There's no real mystery to be found in the title. If that's what you were after, you can go now.

Basically, in the past (and even nowadays) some people had trouble remembering or pronouncing my name when they first met me (Karnesh, pronounced Car-nEsh), and so, I decided to adopt myself a nickname to make things easier, and shortened my name to its first letter - K. While this works well, the only downside is that a lot of people only know me by my nickname now, and couldn't give my full name if their lives depended on it.

By now you may (or may not) be wondering why i've started a blog. I decided that it was about time that I put my thoughts down in writing. I have too many opinions, and no real outlet for them, so where else to say what I think than in a blog? As with any viewpoint, there are always those who will disagree with it, to varying degrees.

Let me make one thing clear right now - I'm not interested in people replying to my blogs either in agreement with what I say or not. If you share my point of view, that's nice. If you don't, that's nice too. One thing that I believe strongly is that a person should always keep an open mind, and respect anothers' right to speak their mind, and hold opinions different to their own. People who go round saying that only "their" (whether referring to just themselves, a specific group of people, or even an entire society) point of view is the only correct point of view, and expect others to drop their beliefs and opinions because of this, have (in my opinion) closed their minds to possibilities, and will most likely never open them again (though stranger things have happened).

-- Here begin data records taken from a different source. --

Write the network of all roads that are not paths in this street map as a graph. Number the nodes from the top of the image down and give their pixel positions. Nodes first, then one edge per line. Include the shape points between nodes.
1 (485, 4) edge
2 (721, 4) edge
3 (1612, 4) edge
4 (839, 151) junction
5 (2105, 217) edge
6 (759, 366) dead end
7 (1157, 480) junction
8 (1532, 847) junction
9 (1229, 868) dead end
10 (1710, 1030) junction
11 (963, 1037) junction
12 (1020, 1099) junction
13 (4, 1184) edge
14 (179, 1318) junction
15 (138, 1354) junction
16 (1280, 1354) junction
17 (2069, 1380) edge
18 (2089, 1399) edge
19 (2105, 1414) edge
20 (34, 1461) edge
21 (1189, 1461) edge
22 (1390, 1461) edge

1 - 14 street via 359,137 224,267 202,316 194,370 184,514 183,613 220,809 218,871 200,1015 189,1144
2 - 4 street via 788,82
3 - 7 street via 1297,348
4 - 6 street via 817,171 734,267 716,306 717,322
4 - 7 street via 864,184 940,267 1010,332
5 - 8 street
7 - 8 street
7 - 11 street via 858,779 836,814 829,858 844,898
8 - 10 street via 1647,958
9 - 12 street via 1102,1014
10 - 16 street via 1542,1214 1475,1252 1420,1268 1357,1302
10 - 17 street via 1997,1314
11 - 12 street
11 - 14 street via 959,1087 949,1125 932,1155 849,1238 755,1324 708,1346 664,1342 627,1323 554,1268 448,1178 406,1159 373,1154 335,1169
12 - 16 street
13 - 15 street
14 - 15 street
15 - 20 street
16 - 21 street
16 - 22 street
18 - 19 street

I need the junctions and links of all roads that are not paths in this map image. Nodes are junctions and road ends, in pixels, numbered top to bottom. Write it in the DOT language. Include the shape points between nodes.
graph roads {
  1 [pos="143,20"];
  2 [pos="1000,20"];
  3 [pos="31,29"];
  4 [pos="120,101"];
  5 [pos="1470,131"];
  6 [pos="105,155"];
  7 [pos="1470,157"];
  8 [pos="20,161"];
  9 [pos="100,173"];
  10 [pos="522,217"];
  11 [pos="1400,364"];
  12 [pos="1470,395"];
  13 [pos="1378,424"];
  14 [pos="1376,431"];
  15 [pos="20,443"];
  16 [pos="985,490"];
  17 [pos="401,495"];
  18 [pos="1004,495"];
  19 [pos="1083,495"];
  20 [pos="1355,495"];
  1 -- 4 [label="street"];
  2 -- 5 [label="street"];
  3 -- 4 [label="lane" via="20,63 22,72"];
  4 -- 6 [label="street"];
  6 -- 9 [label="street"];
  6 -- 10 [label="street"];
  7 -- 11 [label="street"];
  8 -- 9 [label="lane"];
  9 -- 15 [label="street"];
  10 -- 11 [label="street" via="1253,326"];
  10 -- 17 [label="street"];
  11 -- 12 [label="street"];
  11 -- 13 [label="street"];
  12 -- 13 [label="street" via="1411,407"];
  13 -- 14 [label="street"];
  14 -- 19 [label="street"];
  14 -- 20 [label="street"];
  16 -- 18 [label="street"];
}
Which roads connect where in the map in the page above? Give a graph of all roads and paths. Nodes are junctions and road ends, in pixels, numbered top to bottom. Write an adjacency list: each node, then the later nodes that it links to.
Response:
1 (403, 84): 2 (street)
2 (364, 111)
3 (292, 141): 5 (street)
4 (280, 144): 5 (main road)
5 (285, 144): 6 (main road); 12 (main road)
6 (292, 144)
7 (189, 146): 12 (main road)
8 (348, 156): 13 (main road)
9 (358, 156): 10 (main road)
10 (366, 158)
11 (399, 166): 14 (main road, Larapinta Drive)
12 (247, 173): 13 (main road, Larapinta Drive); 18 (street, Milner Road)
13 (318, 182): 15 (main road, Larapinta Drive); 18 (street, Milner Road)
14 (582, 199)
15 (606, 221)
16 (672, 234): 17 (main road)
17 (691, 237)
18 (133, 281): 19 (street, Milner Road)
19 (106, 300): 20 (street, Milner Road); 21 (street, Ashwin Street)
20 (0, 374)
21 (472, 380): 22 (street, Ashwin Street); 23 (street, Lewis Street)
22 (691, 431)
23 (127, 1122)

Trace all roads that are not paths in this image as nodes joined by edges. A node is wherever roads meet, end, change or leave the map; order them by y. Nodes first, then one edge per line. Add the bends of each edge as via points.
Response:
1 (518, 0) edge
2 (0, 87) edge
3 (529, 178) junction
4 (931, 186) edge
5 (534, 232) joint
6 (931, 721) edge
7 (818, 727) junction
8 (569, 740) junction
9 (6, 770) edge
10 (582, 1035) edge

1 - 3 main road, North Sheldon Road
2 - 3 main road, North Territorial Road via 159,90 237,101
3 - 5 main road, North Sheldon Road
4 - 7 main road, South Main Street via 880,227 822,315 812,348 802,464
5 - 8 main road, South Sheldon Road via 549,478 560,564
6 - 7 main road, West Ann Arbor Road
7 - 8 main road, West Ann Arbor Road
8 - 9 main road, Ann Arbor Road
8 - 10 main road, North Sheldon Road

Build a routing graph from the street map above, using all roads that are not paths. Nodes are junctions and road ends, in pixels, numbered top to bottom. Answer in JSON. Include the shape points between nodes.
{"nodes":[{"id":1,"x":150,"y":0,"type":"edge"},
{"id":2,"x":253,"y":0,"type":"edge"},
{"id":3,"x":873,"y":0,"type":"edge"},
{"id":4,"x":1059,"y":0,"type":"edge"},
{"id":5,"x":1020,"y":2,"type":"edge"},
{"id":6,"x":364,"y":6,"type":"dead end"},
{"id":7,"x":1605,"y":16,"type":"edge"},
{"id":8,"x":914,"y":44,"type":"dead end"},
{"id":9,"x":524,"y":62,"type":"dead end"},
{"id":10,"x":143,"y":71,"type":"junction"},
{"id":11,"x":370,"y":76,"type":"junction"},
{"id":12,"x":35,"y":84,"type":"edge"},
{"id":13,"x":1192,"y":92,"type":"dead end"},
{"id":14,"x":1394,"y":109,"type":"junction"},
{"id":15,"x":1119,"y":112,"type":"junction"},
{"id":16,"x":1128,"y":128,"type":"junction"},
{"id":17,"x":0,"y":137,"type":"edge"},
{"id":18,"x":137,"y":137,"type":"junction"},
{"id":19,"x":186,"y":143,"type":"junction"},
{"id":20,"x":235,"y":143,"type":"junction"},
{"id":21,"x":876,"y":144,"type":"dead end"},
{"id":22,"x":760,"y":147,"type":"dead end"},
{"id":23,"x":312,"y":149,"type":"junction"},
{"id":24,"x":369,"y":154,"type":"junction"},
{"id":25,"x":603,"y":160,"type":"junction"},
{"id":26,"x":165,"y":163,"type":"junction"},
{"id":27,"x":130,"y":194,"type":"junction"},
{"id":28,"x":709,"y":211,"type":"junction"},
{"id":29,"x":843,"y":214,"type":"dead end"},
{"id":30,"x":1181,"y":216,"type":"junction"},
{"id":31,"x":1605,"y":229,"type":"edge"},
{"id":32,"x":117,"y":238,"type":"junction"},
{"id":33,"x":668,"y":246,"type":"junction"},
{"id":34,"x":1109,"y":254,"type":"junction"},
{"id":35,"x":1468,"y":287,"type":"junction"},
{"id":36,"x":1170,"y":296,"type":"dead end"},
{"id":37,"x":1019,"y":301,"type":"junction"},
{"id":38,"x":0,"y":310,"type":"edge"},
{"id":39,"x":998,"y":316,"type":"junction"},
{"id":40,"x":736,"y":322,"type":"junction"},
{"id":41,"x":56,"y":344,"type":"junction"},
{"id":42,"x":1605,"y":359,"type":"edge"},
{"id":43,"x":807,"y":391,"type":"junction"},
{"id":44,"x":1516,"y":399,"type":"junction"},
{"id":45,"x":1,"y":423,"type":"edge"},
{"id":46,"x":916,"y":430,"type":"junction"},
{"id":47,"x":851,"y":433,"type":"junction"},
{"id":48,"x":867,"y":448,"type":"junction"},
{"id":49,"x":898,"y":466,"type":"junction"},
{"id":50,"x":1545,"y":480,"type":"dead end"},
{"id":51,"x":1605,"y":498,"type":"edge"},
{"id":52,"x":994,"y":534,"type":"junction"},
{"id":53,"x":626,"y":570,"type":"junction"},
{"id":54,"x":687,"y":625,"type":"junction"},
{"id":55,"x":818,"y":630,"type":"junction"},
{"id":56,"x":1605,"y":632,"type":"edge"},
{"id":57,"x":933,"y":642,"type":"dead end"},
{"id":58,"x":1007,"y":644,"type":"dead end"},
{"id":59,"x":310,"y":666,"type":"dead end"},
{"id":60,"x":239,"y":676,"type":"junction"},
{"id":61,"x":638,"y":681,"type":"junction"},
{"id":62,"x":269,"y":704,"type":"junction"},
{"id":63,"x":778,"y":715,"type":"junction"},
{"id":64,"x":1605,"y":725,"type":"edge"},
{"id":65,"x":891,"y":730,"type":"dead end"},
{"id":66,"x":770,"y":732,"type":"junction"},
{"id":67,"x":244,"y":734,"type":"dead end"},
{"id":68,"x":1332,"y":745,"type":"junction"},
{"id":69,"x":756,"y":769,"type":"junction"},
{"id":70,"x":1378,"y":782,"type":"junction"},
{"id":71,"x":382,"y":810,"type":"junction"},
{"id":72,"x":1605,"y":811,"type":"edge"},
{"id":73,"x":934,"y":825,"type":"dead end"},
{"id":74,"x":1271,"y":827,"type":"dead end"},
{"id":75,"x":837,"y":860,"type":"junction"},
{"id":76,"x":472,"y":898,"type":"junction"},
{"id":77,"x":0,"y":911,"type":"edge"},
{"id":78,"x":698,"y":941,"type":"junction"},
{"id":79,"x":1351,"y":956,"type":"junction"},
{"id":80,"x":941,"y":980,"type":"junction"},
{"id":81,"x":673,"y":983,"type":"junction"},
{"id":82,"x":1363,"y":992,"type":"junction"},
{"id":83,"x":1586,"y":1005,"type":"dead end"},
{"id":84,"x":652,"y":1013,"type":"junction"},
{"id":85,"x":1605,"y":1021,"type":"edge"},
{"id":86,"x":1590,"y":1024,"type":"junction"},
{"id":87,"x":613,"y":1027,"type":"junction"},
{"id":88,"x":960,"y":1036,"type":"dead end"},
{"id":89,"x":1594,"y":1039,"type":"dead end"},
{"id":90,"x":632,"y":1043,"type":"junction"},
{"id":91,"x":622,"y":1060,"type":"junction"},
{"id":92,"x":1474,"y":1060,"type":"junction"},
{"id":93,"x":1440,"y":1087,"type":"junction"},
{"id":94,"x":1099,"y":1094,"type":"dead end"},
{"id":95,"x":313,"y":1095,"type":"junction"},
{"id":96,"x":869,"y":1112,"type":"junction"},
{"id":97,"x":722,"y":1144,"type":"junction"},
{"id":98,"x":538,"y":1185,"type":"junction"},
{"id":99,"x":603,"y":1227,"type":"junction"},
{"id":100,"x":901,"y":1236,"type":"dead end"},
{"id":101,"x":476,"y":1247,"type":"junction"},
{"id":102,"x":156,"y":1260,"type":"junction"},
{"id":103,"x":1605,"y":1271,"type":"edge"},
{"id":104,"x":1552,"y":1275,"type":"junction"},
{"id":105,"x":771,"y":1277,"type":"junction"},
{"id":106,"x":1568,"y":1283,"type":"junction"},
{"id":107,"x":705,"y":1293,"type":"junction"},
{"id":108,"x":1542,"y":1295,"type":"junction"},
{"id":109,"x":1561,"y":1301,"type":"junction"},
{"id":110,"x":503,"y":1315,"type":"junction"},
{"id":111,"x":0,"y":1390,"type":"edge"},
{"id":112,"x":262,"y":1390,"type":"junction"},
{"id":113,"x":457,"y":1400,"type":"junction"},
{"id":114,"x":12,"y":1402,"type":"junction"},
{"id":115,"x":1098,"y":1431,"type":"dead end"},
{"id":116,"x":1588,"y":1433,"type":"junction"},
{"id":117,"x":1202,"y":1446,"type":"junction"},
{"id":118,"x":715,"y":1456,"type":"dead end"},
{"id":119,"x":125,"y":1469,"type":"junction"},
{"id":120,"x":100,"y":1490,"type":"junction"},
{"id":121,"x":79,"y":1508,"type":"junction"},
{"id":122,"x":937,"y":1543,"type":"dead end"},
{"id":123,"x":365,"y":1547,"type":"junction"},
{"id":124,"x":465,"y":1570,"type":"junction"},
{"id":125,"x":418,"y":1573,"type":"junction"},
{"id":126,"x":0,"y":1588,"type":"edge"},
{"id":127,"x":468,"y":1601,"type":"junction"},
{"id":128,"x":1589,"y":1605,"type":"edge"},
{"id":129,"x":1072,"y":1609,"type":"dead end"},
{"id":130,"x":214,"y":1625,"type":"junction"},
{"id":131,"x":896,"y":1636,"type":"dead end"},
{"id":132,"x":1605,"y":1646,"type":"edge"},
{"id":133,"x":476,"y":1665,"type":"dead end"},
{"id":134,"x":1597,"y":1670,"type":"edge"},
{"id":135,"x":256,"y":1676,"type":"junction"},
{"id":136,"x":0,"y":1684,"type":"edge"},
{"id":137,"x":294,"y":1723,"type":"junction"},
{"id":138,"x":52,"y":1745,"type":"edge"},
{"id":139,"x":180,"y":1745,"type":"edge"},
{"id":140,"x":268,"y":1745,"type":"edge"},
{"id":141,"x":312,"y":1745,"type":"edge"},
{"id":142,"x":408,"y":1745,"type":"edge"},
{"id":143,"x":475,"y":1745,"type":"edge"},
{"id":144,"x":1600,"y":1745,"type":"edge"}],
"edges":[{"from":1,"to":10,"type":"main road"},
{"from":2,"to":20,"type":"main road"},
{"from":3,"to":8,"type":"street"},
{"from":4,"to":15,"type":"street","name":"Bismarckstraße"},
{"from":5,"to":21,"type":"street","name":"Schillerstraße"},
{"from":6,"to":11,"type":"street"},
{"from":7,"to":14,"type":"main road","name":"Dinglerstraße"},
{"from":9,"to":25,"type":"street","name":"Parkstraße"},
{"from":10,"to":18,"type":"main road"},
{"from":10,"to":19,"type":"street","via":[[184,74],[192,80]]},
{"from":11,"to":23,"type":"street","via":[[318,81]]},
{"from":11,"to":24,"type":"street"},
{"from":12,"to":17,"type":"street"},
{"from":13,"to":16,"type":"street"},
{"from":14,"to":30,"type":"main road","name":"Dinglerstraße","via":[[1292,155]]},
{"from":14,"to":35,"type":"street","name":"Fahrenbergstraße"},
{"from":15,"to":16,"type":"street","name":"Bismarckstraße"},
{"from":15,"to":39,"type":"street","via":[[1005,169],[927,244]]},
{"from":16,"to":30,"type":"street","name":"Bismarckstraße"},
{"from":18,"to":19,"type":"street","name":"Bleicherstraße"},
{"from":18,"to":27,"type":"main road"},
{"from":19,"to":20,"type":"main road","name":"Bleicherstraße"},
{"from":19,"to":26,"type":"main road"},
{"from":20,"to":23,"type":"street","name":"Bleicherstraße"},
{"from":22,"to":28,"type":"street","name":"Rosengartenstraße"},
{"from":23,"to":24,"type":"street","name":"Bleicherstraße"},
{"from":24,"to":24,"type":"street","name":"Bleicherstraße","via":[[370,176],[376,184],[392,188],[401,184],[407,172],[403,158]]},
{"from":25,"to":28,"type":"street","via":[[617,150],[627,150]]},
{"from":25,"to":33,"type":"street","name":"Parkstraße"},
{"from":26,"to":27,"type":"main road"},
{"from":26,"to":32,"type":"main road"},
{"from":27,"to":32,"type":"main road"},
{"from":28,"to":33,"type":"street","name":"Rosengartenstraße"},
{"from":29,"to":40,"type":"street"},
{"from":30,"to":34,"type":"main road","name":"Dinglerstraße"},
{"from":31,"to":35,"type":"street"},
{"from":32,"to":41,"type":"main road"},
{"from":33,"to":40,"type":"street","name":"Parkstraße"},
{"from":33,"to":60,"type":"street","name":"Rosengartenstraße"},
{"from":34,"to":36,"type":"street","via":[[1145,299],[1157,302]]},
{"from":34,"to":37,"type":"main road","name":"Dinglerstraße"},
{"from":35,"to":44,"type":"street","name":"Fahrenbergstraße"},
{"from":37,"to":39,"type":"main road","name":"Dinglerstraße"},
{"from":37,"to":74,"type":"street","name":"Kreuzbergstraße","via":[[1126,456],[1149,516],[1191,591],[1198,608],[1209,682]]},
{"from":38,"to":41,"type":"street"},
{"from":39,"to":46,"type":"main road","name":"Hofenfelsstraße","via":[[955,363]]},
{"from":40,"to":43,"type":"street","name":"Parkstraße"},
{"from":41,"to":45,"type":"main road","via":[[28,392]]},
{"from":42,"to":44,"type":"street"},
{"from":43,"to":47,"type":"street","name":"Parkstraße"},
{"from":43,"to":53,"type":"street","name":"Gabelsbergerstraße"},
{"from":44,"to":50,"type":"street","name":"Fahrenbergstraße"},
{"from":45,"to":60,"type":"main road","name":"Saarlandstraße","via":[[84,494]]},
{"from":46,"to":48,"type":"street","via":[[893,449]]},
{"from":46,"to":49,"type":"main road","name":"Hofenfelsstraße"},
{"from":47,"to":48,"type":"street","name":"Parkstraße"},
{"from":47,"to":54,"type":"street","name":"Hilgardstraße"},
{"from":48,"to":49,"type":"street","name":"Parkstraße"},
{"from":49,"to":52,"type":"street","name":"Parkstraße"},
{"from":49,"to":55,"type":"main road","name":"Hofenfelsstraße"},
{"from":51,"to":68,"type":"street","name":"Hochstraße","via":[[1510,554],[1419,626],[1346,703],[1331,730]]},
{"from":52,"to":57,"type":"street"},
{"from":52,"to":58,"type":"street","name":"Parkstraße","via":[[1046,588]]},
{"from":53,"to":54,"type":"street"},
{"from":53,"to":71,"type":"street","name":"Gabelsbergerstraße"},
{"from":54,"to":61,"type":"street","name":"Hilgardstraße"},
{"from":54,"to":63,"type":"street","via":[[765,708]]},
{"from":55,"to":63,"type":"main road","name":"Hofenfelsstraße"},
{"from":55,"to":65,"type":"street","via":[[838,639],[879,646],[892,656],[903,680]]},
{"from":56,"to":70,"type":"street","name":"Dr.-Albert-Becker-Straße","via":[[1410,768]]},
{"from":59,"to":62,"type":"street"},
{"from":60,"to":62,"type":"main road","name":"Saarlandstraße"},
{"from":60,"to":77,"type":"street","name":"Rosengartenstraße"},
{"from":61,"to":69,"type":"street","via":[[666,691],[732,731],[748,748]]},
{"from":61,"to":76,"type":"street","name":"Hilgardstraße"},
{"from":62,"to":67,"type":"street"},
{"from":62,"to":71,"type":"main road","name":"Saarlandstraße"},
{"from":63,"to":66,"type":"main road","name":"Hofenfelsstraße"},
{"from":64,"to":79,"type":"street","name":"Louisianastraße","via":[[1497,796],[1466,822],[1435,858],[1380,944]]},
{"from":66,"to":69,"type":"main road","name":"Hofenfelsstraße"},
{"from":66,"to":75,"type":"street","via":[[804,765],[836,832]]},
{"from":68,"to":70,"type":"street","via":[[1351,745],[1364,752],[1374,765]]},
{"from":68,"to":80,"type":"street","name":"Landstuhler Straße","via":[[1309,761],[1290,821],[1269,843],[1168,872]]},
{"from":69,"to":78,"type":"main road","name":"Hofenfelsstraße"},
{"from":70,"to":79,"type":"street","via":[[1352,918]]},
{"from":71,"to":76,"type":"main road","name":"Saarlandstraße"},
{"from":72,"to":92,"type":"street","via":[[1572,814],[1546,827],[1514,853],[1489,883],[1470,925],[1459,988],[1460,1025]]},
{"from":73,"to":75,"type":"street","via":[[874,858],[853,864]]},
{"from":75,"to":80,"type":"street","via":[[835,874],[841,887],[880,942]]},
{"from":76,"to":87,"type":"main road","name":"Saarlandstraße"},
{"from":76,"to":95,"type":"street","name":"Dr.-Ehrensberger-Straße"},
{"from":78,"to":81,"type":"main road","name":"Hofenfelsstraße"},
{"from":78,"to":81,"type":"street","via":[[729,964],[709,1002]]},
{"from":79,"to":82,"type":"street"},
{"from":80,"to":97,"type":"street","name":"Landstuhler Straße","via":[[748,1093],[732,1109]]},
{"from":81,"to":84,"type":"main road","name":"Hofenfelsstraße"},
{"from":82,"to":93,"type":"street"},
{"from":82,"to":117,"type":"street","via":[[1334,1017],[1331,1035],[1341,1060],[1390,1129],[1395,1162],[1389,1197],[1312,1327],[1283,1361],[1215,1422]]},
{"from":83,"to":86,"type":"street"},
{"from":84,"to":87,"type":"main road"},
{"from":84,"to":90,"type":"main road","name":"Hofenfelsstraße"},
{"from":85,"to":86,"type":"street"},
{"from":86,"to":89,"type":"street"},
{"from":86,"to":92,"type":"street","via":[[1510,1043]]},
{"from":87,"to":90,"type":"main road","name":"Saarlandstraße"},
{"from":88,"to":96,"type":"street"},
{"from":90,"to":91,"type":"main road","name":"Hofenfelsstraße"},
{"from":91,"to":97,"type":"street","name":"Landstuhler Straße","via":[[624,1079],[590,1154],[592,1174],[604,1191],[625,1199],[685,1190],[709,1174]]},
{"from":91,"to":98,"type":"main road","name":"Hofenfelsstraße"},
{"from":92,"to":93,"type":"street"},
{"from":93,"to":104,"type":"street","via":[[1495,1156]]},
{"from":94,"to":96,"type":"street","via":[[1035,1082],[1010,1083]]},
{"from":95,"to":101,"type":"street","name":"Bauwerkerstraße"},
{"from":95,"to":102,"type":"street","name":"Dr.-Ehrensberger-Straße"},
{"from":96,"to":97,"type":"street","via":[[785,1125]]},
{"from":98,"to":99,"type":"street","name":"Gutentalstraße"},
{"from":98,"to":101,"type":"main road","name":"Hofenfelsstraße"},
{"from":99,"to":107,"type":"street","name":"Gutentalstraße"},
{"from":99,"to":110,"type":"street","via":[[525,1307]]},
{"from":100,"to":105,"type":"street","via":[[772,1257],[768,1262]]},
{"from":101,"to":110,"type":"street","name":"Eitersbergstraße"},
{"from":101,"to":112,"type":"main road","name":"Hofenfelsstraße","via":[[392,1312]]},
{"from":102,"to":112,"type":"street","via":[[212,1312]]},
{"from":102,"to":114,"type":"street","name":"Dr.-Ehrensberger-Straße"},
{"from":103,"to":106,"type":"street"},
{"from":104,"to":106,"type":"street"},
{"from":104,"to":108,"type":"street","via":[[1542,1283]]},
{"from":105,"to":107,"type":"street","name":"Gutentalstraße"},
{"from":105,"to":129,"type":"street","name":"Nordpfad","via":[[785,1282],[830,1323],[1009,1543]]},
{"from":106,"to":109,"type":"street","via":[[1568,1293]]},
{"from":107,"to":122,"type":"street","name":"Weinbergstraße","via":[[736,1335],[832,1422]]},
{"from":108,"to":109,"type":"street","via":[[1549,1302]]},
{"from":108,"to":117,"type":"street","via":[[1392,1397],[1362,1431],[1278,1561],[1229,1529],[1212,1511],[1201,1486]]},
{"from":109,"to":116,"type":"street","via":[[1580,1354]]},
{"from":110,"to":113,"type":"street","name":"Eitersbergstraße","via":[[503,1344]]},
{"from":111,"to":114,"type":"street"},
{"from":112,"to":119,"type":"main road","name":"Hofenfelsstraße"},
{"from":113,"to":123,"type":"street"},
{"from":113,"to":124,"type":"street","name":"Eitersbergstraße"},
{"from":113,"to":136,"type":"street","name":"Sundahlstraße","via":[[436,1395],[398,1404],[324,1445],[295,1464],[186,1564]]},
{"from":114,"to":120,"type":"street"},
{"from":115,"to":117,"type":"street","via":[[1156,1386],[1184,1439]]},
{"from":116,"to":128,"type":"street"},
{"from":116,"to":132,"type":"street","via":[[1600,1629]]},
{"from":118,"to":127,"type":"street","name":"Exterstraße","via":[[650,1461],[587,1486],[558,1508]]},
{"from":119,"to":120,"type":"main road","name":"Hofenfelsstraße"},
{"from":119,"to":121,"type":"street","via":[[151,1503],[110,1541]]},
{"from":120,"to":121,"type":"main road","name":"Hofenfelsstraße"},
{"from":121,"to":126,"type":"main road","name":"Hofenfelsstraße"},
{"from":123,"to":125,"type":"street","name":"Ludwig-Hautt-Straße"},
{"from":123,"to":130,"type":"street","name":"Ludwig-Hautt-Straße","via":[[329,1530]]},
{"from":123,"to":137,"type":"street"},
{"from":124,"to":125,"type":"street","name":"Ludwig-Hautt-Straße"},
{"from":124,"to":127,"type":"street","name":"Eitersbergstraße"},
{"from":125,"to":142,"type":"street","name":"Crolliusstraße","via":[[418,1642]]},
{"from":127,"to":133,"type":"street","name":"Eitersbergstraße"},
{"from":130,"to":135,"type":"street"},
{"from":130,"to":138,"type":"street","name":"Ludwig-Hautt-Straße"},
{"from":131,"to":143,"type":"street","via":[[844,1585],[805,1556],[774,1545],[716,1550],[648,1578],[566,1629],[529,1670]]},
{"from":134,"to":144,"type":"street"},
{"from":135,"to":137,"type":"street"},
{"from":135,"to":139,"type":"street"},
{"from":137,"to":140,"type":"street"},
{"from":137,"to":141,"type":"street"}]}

If you want to post a reply here, regardless of which way you stand on my views, that's fine. The only thing I will not stand for is insulting other people in any way, shape, or form. If you want to swear that's fine. If you want to disagree that's fine too. If you want to slag off someone who'd just posted before you, that's not fine. If you want to make racist (or other types generally not accepted by civilized society) comments, that's not fine either. I shall be moderating all posts, and if anything here approaches the kind of unacceptable behaviour I have talked about, the post shall not be put up, and the person in question will be "named and shamed".

Hmm, I think that's more than enough.